The tax proposal calls for raising the sales tax by a quarter-cent per dollar for four years and increasing income taxes on a graduated scale for seven years for those who make more than $250,000.
California’s state treasurer estimates that the tax would bring $9 billion more into the state’s general fund the first year and $7.1 billion each succeeding year.
“The funny thing about the money earmarked from the tax’s passage is that the state will use the funds to pay down the deferred debt that colleges have had to acquire these last years to keep operating,”?Lawrence said. “Essentially, the state didn’t have the money to fund schools, so it gave out IOUs promising that once funds were available, we’d get the money. It will help lower our debt, but it does not provide growth money.”
Lawrence said his budget suggestions will be based on the worst case scenario: failure of the education tax proposal.
It will help if it does pass, but he said he doesn’t want to “be caught in a situation where we don’t have the money to run the college.”
Any budget cuts must pass the ‘Is it essential to student success’ test. “The question we’ll ask is: ‘yes, it’s nice to have, but can COS and its students live and succeed without it?’ We’ll focus on finding efficiencies,” Lawrence said.
By efficiencies he means working with the curriculum so that classes are offered at optimal times for the maximum number of students. “We’ll try not to teach classes with just five students in them,”?he said. “When it comes to infrastructure, we’ll focus on how to conserve things like electricity and paper. We’ll make sure we’re not using gas guzzling transportation for trips our music students and athletes must take.
Our classrooms may not get cleaned as often or our lawn mowed as frequently.”

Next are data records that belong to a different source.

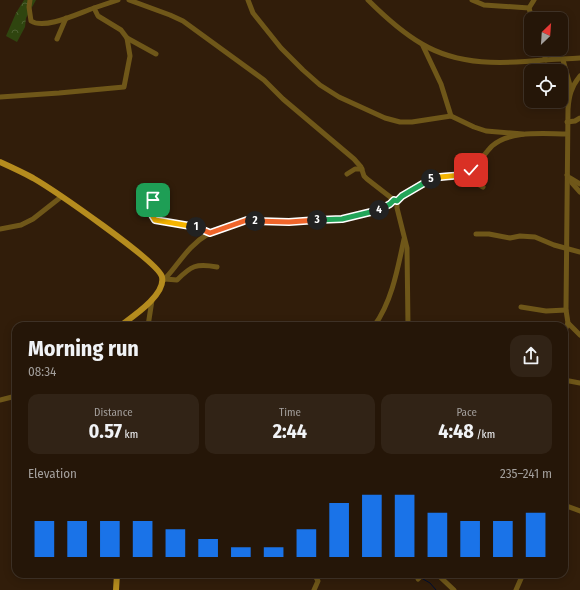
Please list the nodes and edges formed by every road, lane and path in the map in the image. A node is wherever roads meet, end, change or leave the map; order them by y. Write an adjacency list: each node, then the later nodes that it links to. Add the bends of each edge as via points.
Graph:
1 (30, 0): 11 (street, via 30,17 34,23 48,23)
2 (118, 0): 8 (street)
3 (129, 0): 29 (street, via 170,15 191,26 264,80 354,159)
4 (248, 0): 23 (street, via 253,13 292,59 320,85 339,96 385,118 400,122)
5 (368, 0): 14 (street)
6 (472, 0): 9 (street, via 484,5)
7 (534, 0): 9 (street)
8 (94, 8): 11 (street); 12 (street, via 98,16 121,30)
9 (529, 8): 10 (street)
10 (530, 12)
11 (66, 18): 13 (street)
12 (127, 38): 15 (street); 22 (street, via 130,56 124,87 60,94)
13 (57, 39)
14 (423, 45): 18 (street, via 449,56 472,61); 23 (street, via 440,80)
15 (156, 54)
16 (545, 56): 18 (street)
17 (580, 58): 19 (street)
18 (546, 60): 19 (street)
19 (563, 60): 21 (street)
20 (580, 76): 21 (street)
21 (571, 89): 25 (street)
22 (0, 96)
23 (451, 116): 26 (street, via 474,127)
24 (580, 118): 25 (street)
25 (567, 122): 27 (street)
26 (523, 134): 27 (street); 31 (street, via 497,142)
27 (566, 134): 32 (street)
28 (0, 162): 37 (main road, via 34,178)
29 (362, 170): 30 (street, via 355,169); 38 (street, via 367,179)
30 (347, 174)
31 (463, 175): 34 (street); 38 (street, via 436,177)
32 (568, 176): 33 (street); 35 (street); 43 (street)
33 (580, 184)
34 (482, 187)
35 (580, 192)
36 (153, 196): 40 (street, via 152,215 155,220 199,228)
37 (61, 197): 39 (street, via 33,219 21,225); 46 (main road, via 149,261)
38 (395, 200): 40 (street, via 378,210 342,219 289,222 247,220); 42 (street)
39 (0, 229)
40 (210, 233): 46 (street, via 197,241)
41 (476, 234): 43 (street, via 510,238 535,237)
42 (405, 235): 52 (street, via 391,293); 53 (street)
43 (567, 248): 44 (street); 49 (street)
44 (580, 252)
45 (217, 267): 46 (street, via 198,265 186,271 177,280)
46 (164, 280): 47 (main road)
47 (152, 300): 50 (main road); 51 (street)
48 (521, 307): 49 (street, via 546,311)
49 (566, 310): 54 (street)
50 (125, 322)
51 (149, 322)
52 (377, 322)
53 (408, 322)
54 (568, 322)
55 (568, 323): 56 (street)
56 (580, 335)
57 (568, 380): 58 (street)
58 (580, 383)
59 (12, 397): 60 (street)
60 (0, 400)
61 (568, 506): 62 (street)
62 (580, 511)
63 (117, 578): 67 (main road)
64 (316, 578): 68 (street, via 318,581)
65 (441, 578): 69 (street)
66 (521, 578): 70 (street)
67 (116, 590)
68 (314, 590)
69 (454, 590)
70 (516, 590)

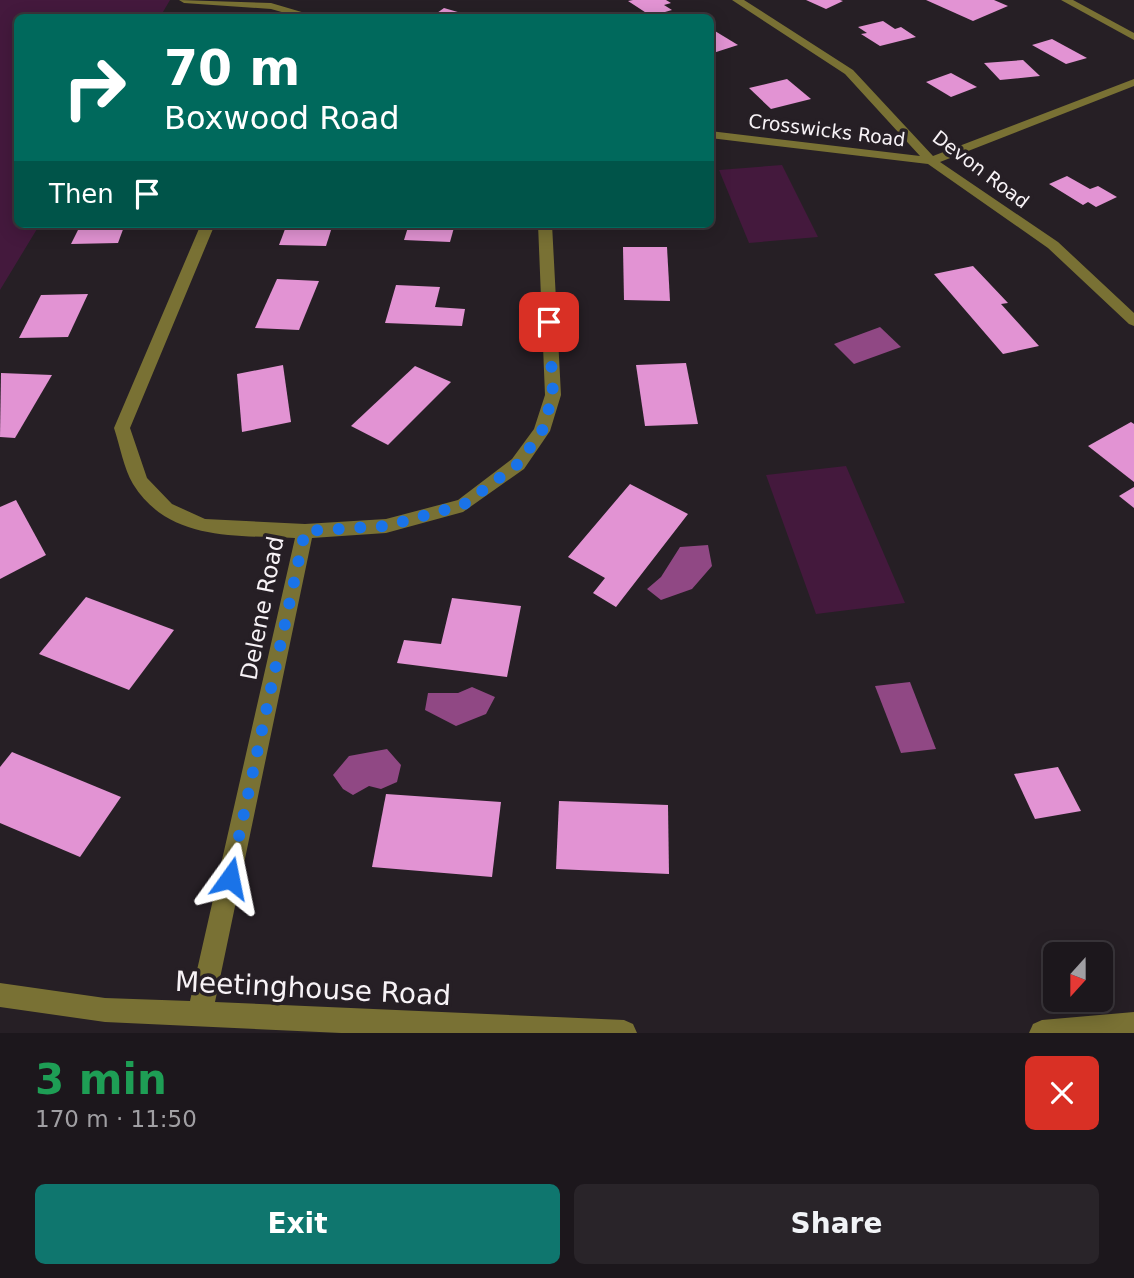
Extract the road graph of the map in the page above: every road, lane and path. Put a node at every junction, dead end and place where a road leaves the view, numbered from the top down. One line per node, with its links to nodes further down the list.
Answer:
1 (184, 0): 4 (street)
2 (737, 0): 8 (street, Devon Road)
3 (1066, 0): 5 (street)
4 (293, 14)
5 (1134, 37)
6 (1134, 82): 8 (street, Crosswicks Road)
7 (714, 134): 8 (street, Crosswicks Road)
8 (931, 161): 11 (street, Devon Road)
9 (206, 228): 12 (street, Delene Road)
10 (545, 228): 12 (street)
11 (1134, 321)
12 (305, 531): 14 (street, Delene Road)
13 (0, 995): 14 (street, Meetinghouse Road)
14 (200, 1014): 16 (street, Meetinghouse Road)
15 (1134, 1025): 17 (street)
16 (624, 1033)
17 (1042, 1033)

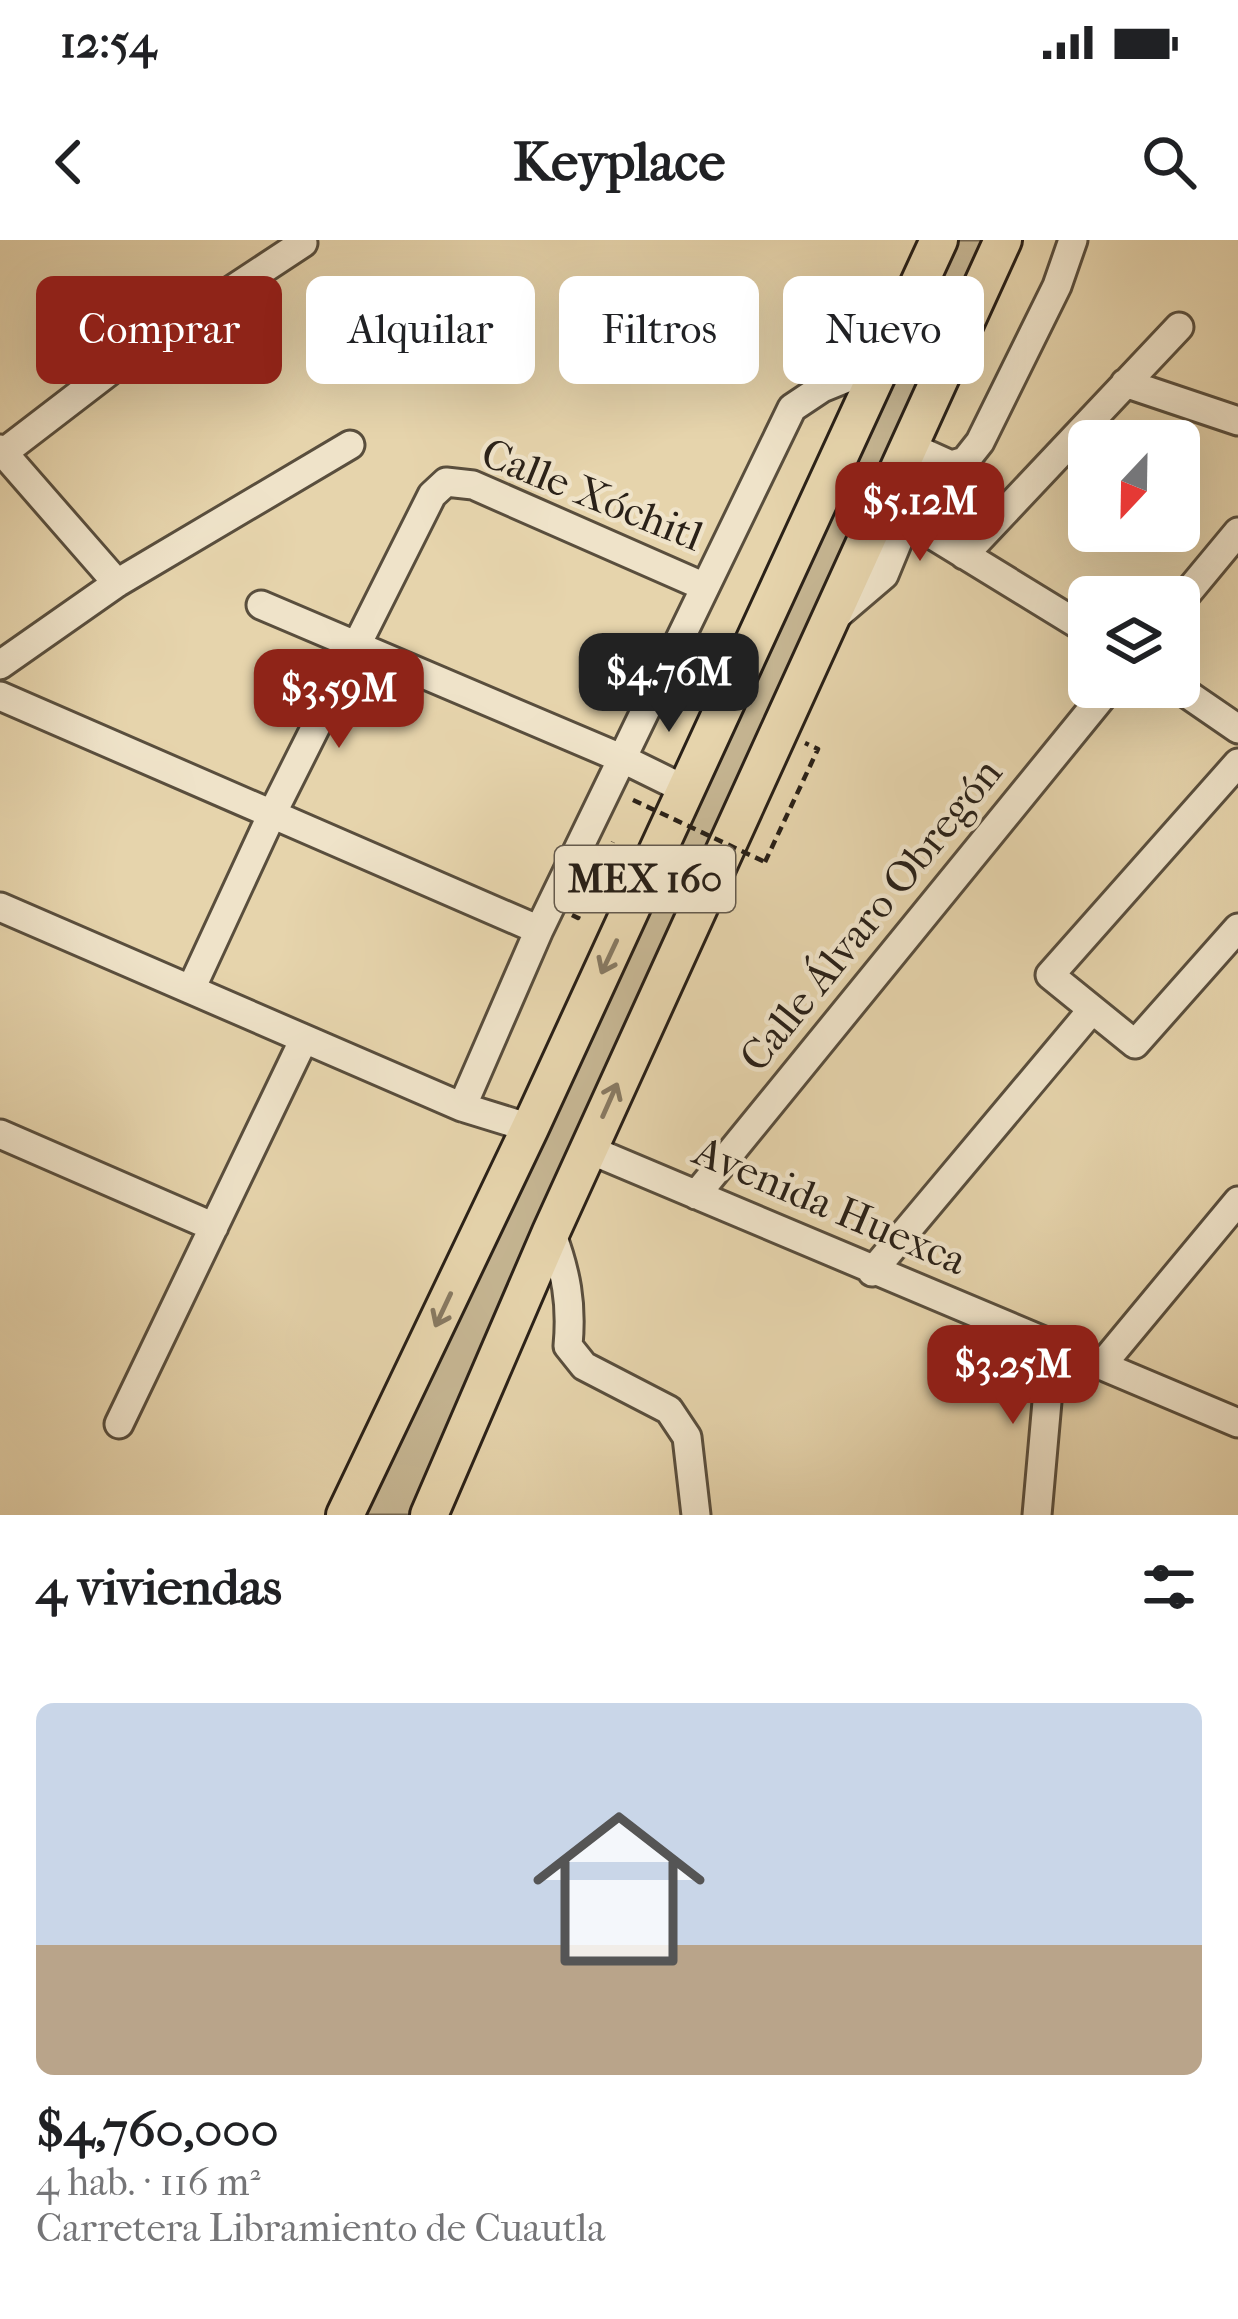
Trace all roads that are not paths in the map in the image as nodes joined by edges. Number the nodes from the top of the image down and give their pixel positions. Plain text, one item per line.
1 (939, 240) edge
2 (1003, 240) edge
3 (1073, 240) edge
4 (303, 243) edge
5 (922, 276) edge
6 (1178, 327) dead end
7 (1125, 383) junction
8 (832, 384) edge
9 (872, 384) edge
10 (1238, 422) edge
11 (350, 445) dead end
12 (2, 451) edge
13 (909, 451) junction
14 (908, 520) junction
15 (1238, 532) edge
16 (964, 554) junction
17 (1200, 578) edge
18 (117, 583) junction
19 (706, 587) junction
20 (261, 605) dead end
21 (1068, 618) edge
22 (833, 619) junction
23 (356, 645) junction
24 (0, 665) edge
25 (0, 696) edge
26 (1200, 703) edge
27 (1093, 708) edge
28 (1238, 729) edge
29 (622, 759) junction
30 (1238, 763) edge
31 (686, 790) junction
32 (272, 814) junction
33 (0, 907) edge
34 (1238, 928) edge
35 (539, 930) junction
36 (190, 989) junction
37 (1091, 1011) junction
38 (304, 1039) junction
39 (462, 1107) junction
40 (530, 1128) junction
41 (0, 1134) edge
42 (588, 1149) junction
43 (696, 1195) junction
44 (1238, 1201) edge
45 (214, 1226) junction
46 (550, 1232) junction
47 (872, 1272) junction
48 (1052, 1345) junction
49 (1101, 1366) junction
50 (1238, 1423) edge
51 (119, 1424) dead end
52 (345, 1515) edge
53 (429, 1515) edge
54 (696, 1515) edge
55 (1037, 1515) edge

1 - 5 highway, MEX 160
2 - 13 highway, MEX 160
3 - 13 street
4 - 12 street
6 - 7 street
7 - 10 street
7 - 16 street
8 - 19 street
9 - 31 highway, MEX 160
11 - 18 street
12 - 18 street
13 - 14 street
13 - 22 highway, MEX 160
14 - 16 street
14 - 22 street
15 - 17 street
16 - 21 street
18 - 24 street
19 - 23 street, Calle Xóchitl
19 - 29 street
20 - 23 street
42 -> 22 highway, MEX 160
23 - 29 street
23 - 32 street
25 - 32 street
26 - 28 street
27 - 43 street, Calle Álvaro Obregón
29 - 31 street
29 - 35 street
30 - 37 street
31 -> 40 highway, MEX 160
32 - 35 street
32 - 36 street
33 - 36 street
34 - 37 street
35 - 39 street
36 - 38 street
37 - 47 street
38 - 39 street
38 - 45 street
39 - 40 street
40 -> 52 highway, MEX 160
41 - 45 street
42 - 43 street, Avenida Huexca
42 - 46 highway, MEX 160
43 - 47 street, Avenida Huexca
44 - 49 street
45 - 51 street
46 - 53 highway, MEX 160
46 - 54 street
47 - 48 street, Avenida Huexca
48 - 49 street, Avenida Huexca
48 - 55 street
49 - 50 street, Avenida Huexca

Meanwhile, a new two-story science building is being constructed on the COS Weed campus. It is being paid for with bond money, not tax money. “It is a great building, and we take our victories where we can,” Lawrence smiled. “It gives us something to celebrate during these tough times. This fall, our students will walk into a state-of-the-art building with brand new equipment. It’s great for COS students. We’re thankful for what’s good and we’ll work as best we can with what’s bad.”